More than 200 people filled the lawn at SBMS to share soup, break bread, and hear speakers tell stories of lives far different than those enjoyed by students and their families. The event was a fundraiser, but also a consciousness-raiser, exposing students to the realities of hunger, some of it right on the streets of Santa Barbara.

Janice lost a successful business and ended up living in her car for two years. The Santa Barbara native said she was close to suicidal until she chose to “not let fear take hold.” Through the local New Beginnings Safe Parking initiative and her own hard work, Janice is now housed and looking forward to starting her new full-time job in January.

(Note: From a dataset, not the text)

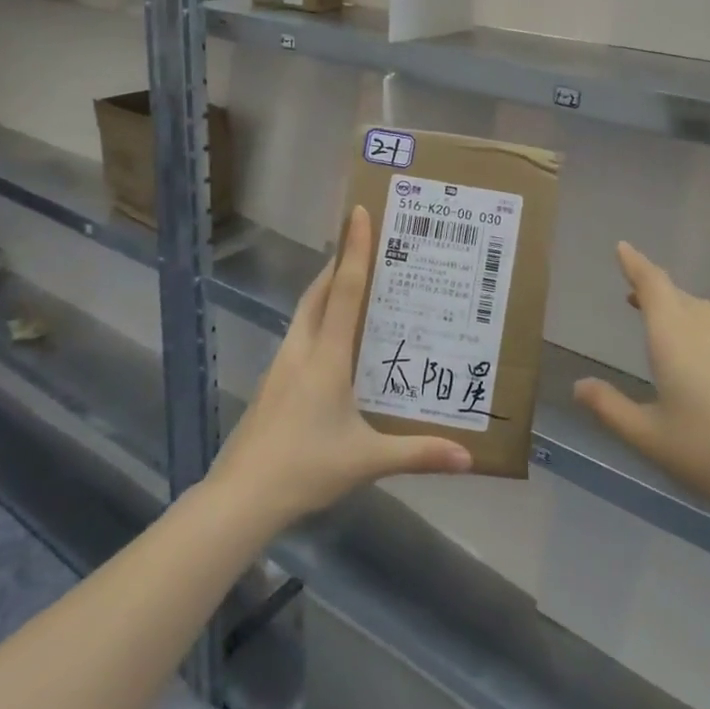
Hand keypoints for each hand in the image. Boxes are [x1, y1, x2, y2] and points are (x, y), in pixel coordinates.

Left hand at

Heather told the students about how her positive, active, PTA-mom life was ruined by divorce and then alcohol problems and illness. “I’m a survivor of many things,” she said. “But I have my own story. You can’t lump all homeless people together; each story is different.” Heather earned cheers when she spoke of her ongoing recovery and newly-found stable housing.

Those two local stories were put in context by remarks from head of school Brian McWilliams. “As we gather together here, more than one billion people around the world will go to bed hungry tonight,” he said. “We can’t feel guilty about that. The enemy of guilt is action and education. You can seize this opportunity to make a difference.”

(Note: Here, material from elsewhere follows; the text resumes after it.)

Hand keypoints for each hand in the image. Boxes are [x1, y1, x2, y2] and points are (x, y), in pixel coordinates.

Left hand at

The event was run entirely by the student-led Community Action Club. The speakers particularly praised the young activists. “I give you guys a lot of credit for putting yourselves out there like this,” said Heather. “I’m blown away by what these kids have done,” added Janice.

The students in the club will be using funds raised from the event to create a new and improved children’s playroom at the Transition House family shelter, as well as help sponsor college tuition for a local, well-deserving teen through the Scholarship Foundation of Santa Barbara.

Entertainment during the meal, which was a small bowl of soup, a piece of day old bread (thanks to local Our Daily Bread bakery and restaurant), and a tangerine—and no seconds—was provided by local guitarist Billy Taylor, familiar to many from his musical work at the Farmer’s Market.